The Great Surprise—The Message of the Sermon on the Mount

Part Two: Surprising Righteousness

Matthew 5:13-20

What does it mean to be “righteous”?  When I was a kid (a little kid!), there was a popular singing duet: Bill Medley and Bobby Hatfield, better known as The Righteous Brothers.  You know them for songs like “You’ve Lost that Loving Feeling” and “Unchained Melody” (you know, that song from the movie Ghost).   

The story is that they got their name when performing in Los Angeles as part of another group.  When they finished their duet, a US Marine in the audience shouted, “That was righteous, brothers!”

Righteous?  In case you haven’t heard it, sometimes “righteous” means really cool.  As it, “Chuck Norris is righteous, man!” 

In the Bible “righteous” basically means “right with God.”  But it means more than that.  It’s not just a legal relationship—“right with God”—it also implies a way of living.  People are called to live in righteousness.  Godward, that means to live with faith in God and love for God; toward other people that means to live with mercy, fairness and genuine concern for others: that’s righteous living.  The classic Old Testament text that expresses this is Micah 7:8:

He has showed you, O man, what is good.
    And what does the Lord require of you?
To act justly and to love mercy
    and to walk humbly with your God.

Unfortunately, the beautiful simplicity of this teaching ground to almost a halt by the time of Jesus.  What God intended as a living relationship gradually degenerated into an ugly thing—something we call a religion.

The Jesus way is a kind of anti-religion.  Religion loves to create a complex system of rules and regulations.  And religion is run by the rule makers, who gain power by their knowledge of all those rules and regulations.  If you’re a Pharisee of any era, you have power over other people’s lives because you are there to say, “This is right and that is wrong; I am right and you are wrong.  You had better shape up.” 

In the Sermon on the Mount, Jesus gives his description of a different way to live.  It’s a God-filled way of living, and it catches everyone by surprise.  As we saw the last post, it starts with surprise blessings.  What people thought was far away—God’s love, God’s blessings, God’s presence, God’s power—was declared to be near. 

As we saw, the opening blessings are not so much calls to live in a new way as they are announcements to people of humble faith that God sees them, loves them, and that the kingdom of God is open to them right now.  It’s not a call to shape up, get your act together, do this and that; it’s a foghorn of grace in the hazy mist of legalism.  It is wonderful, amazing, good news. 
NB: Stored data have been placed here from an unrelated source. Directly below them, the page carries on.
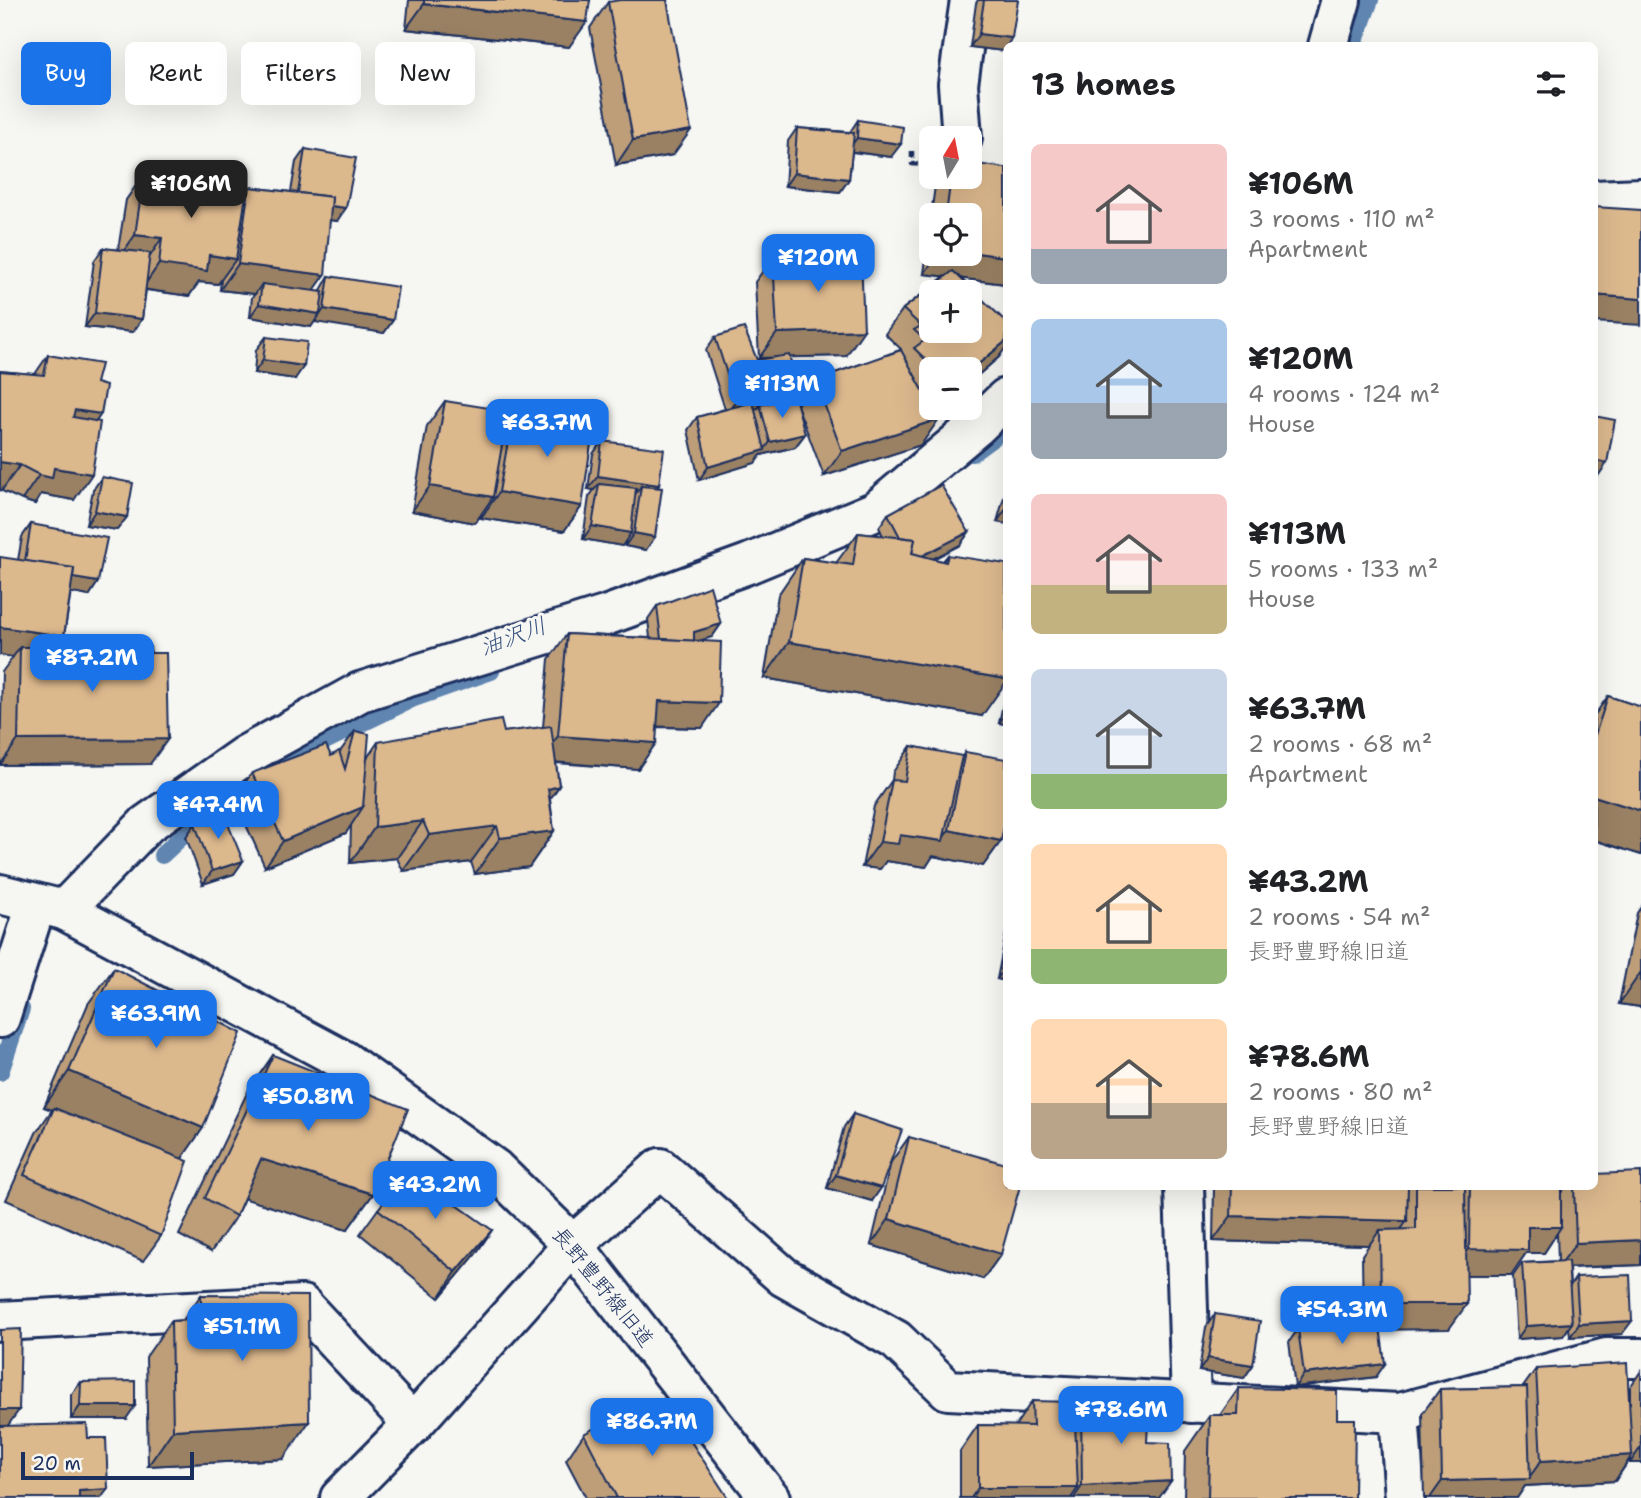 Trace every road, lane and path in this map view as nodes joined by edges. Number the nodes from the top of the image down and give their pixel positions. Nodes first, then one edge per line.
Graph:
1 (970, 0) edge
2 (1341, 0) edge
3 (1329, 42) edge
4 (960, 126) edge
5 (1641, 198) edge
6 (1598, 200) edge
7 (1003, 401) edge
8 (33, 903) edge
9 (0, 1018) edge
10 (1184, 1190) edge
11 (573, 1245) junction
12 (0, 1321) edge
13 (1641, 1358) edge
14 (1191, 1403) junction
15 (1399, 1413) junction
16 (413, 1424) junction
17 (340, 1498) edge
18 (770, 1498) edge
19 (1405, 1498) edge

1 - 4 street
2 - 3 street
5 - 6 street
7 - 8 street
8 - 9 street
8 - 11 street, 長野豊野線旧道
10 - 14 street
11 - 14 street
11 - 16 street
11 - 18 street, 長野豊野線旧道
12 - 16 street
13 - 15 street
14 - 15 street
15 - 19 street
16 - 17 street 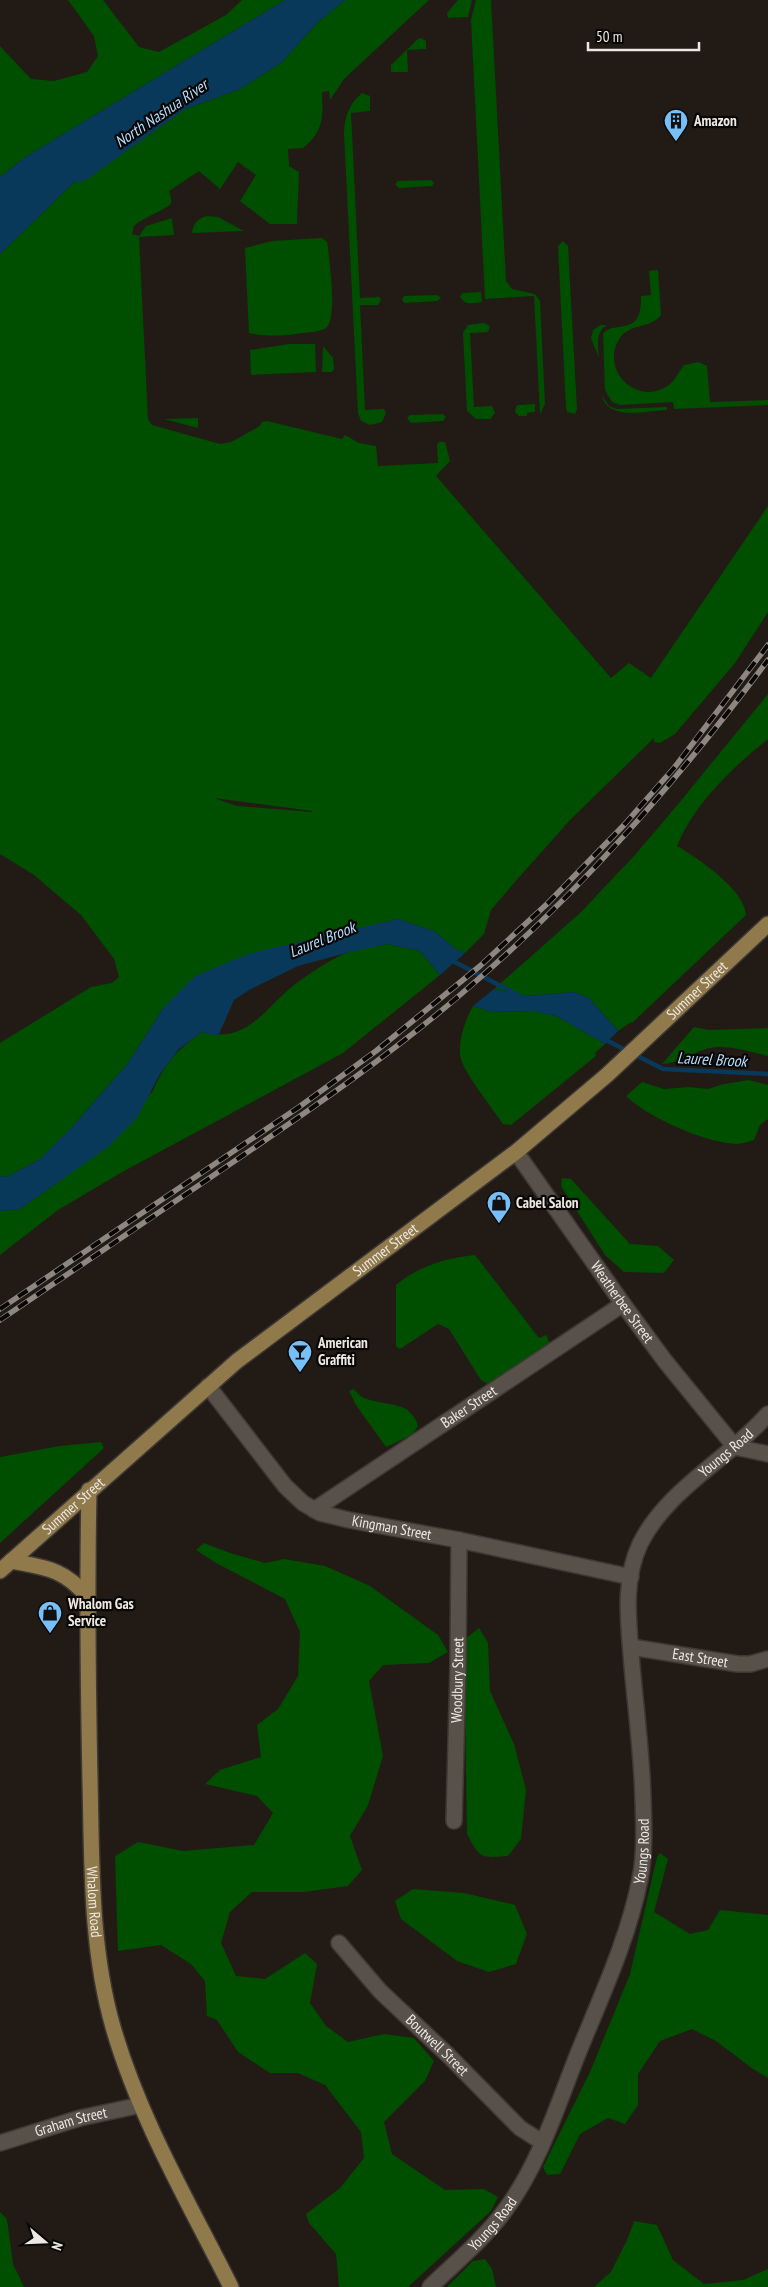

And that carries over into the surprise righteousness of today’s portion, Matthew 5:13-20.  Here Jesus brings some of the same good news into understanding righteousness and then really surprises us on what righteousness is.     

If I had to sum up this portion of the Sermon on the Mount, I’d say this: You are salt, you are light; now be salt…be light…be righteous, and that is the best kind of righteousness.  That so far surpasses any other kind of righteousness. 

What He does is declare you are salt; you are light.  When you trust God, that’s what you are; but be careful; don’t let the salt go sour; don’t let the light go out; that is the true righteousness that surpasses any legalistic notion of righteousness. 

Here’s the passage:

13 “You are the salt of the earth. But if the salt loses its saltiness, how can it be made salty again? It is no longer good for anything, except to be thrown out and trampled by men.

14 “You are the light of the world. A city on a hill cannot be hidden. 15 Neither do people light a lamp and put it under a bowl. Instead they put it on its stand, and it gives light to everyone in the house. 16 In the same way, let your light shine before men, that they may see your good deeds and praise your Father in heaven.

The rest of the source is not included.